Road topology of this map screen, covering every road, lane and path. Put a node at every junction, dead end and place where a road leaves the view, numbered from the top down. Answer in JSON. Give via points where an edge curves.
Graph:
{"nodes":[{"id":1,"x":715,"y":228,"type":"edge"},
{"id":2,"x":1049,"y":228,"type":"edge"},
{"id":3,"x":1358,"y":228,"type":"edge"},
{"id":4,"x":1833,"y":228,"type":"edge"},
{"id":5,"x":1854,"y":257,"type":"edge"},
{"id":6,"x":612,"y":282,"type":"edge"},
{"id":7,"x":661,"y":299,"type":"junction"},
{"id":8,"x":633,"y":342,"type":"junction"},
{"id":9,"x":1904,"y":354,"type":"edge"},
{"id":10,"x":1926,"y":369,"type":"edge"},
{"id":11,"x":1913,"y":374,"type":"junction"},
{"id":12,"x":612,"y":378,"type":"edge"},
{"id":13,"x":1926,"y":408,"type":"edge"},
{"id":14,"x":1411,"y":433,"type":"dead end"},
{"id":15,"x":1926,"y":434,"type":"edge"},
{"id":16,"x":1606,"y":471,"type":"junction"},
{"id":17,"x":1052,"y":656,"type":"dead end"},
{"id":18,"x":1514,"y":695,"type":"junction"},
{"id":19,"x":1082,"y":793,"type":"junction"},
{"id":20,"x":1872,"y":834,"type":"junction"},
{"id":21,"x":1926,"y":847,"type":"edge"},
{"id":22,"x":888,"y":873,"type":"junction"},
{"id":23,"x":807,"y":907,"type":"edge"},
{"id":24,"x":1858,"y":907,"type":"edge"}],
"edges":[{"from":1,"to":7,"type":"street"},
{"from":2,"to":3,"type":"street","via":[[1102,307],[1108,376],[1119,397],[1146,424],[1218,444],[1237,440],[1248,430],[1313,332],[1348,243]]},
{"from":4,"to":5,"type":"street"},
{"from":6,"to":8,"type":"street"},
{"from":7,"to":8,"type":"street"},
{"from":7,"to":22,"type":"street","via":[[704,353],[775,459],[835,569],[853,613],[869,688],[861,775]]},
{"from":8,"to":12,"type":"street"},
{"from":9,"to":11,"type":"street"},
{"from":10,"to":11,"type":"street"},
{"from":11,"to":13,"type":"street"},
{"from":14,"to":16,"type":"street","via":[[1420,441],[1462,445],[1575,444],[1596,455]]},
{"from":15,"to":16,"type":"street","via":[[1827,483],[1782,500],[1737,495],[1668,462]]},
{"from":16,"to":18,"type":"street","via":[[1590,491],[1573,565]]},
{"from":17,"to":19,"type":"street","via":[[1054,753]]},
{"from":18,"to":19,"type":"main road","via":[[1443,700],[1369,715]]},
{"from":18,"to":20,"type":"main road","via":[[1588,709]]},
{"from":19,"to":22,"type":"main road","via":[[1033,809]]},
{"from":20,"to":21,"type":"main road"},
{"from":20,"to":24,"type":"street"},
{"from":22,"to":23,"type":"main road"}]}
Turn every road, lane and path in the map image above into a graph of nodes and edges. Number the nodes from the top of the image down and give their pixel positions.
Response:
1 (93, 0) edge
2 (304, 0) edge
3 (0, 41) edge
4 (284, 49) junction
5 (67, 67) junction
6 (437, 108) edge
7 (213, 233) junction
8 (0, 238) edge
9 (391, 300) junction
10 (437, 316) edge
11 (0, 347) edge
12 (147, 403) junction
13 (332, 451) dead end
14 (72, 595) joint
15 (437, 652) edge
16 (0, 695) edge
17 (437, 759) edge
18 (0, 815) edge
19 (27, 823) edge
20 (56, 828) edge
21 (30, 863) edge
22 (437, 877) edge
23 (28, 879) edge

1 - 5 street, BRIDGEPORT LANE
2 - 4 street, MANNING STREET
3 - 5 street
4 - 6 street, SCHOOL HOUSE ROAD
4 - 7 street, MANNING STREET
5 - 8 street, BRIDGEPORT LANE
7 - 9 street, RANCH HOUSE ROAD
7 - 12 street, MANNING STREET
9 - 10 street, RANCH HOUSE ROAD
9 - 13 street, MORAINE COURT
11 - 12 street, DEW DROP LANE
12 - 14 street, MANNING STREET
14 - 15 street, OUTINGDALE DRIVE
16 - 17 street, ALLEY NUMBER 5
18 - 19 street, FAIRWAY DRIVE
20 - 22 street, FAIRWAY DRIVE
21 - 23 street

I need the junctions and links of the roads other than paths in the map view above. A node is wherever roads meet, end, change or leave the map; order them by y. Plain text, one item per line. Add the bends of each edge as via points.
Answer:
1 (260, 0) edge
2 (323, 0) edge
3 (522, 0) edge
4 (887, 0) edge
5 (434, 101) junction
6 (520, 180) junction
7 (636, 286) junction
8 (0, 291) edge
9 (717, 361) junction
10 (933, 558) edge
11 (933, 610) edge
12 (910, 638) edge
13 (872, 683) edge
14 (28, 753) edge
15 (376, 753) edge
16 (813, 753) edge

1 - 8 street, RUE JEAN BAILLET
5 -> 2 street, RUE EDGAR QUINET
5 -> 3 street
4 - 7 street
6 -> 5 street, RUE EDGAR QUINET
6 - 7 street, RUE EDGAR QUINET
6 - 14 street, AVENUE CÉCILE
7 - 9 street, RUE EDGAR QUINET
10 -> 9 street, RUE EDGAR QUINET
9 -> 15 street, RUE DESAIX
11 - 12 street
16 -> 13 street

· · · ·

> **Work instructions**:
All of the records must be retyped exactly as they are.

> **Your response**:
Road topology of this map screen, covering every road, lane and path. Put a node at every junction, dead end and place where a road leaves the view, numbered from the top down. Answer in JSON. Give via points where an edge curves.
Graph:
{"nodes":[{"id":1,"x":715,"y":228,"type":"edge"},
{"id":2,"x":1049,"y":228,"type":"edge"},
{"id":3,"x":1358,"y":228,"type":"edge"},
{"id":4,"x":1833,"y":228,"type":"edge"},
{"id":5,"x":1854,"y":257,"type":"edge"},
{"id":6,"x":612,"y":282,"type":"edge"},
{"id":7,"x":661,"y":299,"type":"junction"},
{"id":8,"x":633,"y":342,"type":"junction"},
{"id":9,"x":1904,"y":354,"type":"edge"},
{"id":10,"x":1926,"y":369,"type":"edge"},
{"id":11,"x":1913,"y":374,"type":"junction"},
{"id":12,"x":612,"y":378,"type":"edge"},
{"id":13,"x":1926,"y":408,"type":"edge"},
{"id":14,"x":1411,"y":433,"type":"dead end"},
{"id":15,"x":1926,"y":434,"type":"edge"},
{"id":16,"x":1606,"y":471,"type":"junction"},
{"id":17,"x":1052,"y":656,"type":"dead end"},
{"id":18,"x":1514,"y":695,"type":"junction"},
{"id":19,"x":1082,"y":793,"type":"junction"},
{"id":20,"x":1872,"y":834,"type":"junction"},
{"id":21,"x":1926,"y":847,"type":"edge"},
{"id":22,"x":888,"y":873,"type":"junction"},
{"id":23,"x":807,"y":907,"type":"edge"},
{"id":24,"x":1858,"y":907,"type":"edge"}],
"edges":[{"from":1,"to":7,"type":"street"},
{"from":2,"to":3,"type":"street","via":[[1102,307],[1108,376],[1119,397],[1146,424],[1218,444],[1237,440],[1248,430],[1313,332],[1348,243]]},
{"from":4,"to":5,"type":"street"},
{"from":6,"to":8,"type":"street"},
{"from":7,"to":8,"type":"street"},
{"from":7,"to":22,"type":"street","via":[[704,353],[775,459],[835,569],[853,613],[869,688],[861,775]]},
{"from":8,"to":12,"type":"street"},
{"from":9,"to":11,"type":"street"},
{"from":10,"to":11,"type":"street"},
{"from":11,"to":13,"type":"street"},
{"from":14,"to":16,"type":"street","via":[[1420,441],[1462,445],[1575,444],[1596,455]]},
{"from":15,"to":16,"type":"street","via":[[1827,483],[1782,500],[1737,495],[1668,462]]},
{"from":16,"to":18,"type":"street","via":[[1590,491],[1573,565]]},
{"from":17,"to":19,"type":"street","via":[[1054,753]]},
{"from":18,"to":19,"type":"main road","via":[[1443,700],[1369,715]]},
{"from":18,"to":20,"type":"main road","via":[[1588,709]]},
{"from":19,"to":22,"type":"main road","via":[[1033,809]]},
{"from":20,"to":21,"type":"main road"},
{"from":20,"to":24,"type":"street"},
{"from":22,"to":23,"type":"main road"}]}
Turn every road, lane and path in the map image above into a graph of nodes and edges. Number the nodes from the top of the image down and give their pixel positions.
Response:
1 (93, 0) edge
2 (304, 0) edge
3 (0, 41) edge
4 (284, 49) junction
5 (67, 67) junction
6 (437, 108) edge
7 (213, 233) junction
8 (0, 238) edge
9 (391, 300) junction
10 (437, 316) edge
11 (0, 347) edge
12 (147, 403) junction
13 (332, 451) dead end
14 (72, 595) joint
15 (437, 652) edge
16 (0, 695) edge
17 (437, 759) edge
18 (0, 815) edge
19 (27, 823) edge
20 (56, 828) edge
21 (30, 863) edge
22 (437, 877) edge
23 (28, 879) edge

1 - 5 street, BRIDGEPORT LANE
2 - 4 street, MANNING STREET
3 - 5 street
4 - 6 street, SCHOOL HOUSE ROAD
4 - 7 street, MANNING STREET
5 - 8 street, BRIDGEPORT LANE
7 - 9 street, RANCH HOUSE ROAD
7 - 12 street, MANNING STREET
9 - 10 street, RANCH HOUSE ROAD
9 - 13 street, MORAINE COURT
11 - 12 street, DEW DROP LANE
12 - 14 street, MANNING STREET
14 - 15 street, OUTINGDALE DRIVE
16 - 17 street, ALLEY NUMBER 5
18 - 19 street, FAIRWAY DRIVE
20 - 22 street, FAIRWAY DRIVE
21 - 23 street

I need the junctions and links of the roads other than paths in the map view above. A node is wherever roads meet, end, change or leave the map; order them by y. Plain text, one item per line. Add the bends of each edge as via points.
Answer:
1 (260, 0) edge
2 (323, 0) edge
3 (522, 0) edge
4 (887, 0) edge
5 (434, 101) junction
6 (520, 180) junction
7 (636, 286) junction
8 (0, 291) edge
9 (717, 361) junction
10 (933, 558) edge
11 (933, 610) edge
12 (910, 638) edge
13 (872, 683) edge
14 (28, 753) edge
15 (376, 753) edge
16 (813, 753) edge

1 - 8 street, RUE JEAN BAILLET
5 -> 2 street, RUE EDGAR QUINET
5 -> 3 street
4 - 7 street
6 -> 5 street, RUE EDGAR QUINET
6 - 7 street, RUE EDGAR QUINET
6 - 14 street, AVENUE CÉCILE
7 - 9 street, RUE EDGAR QUINET
10 -> 9 street, RUE EDGAR QUINET
9 -> 15 street, RUE DESAIX
11 - 12 street
16 -> 13 street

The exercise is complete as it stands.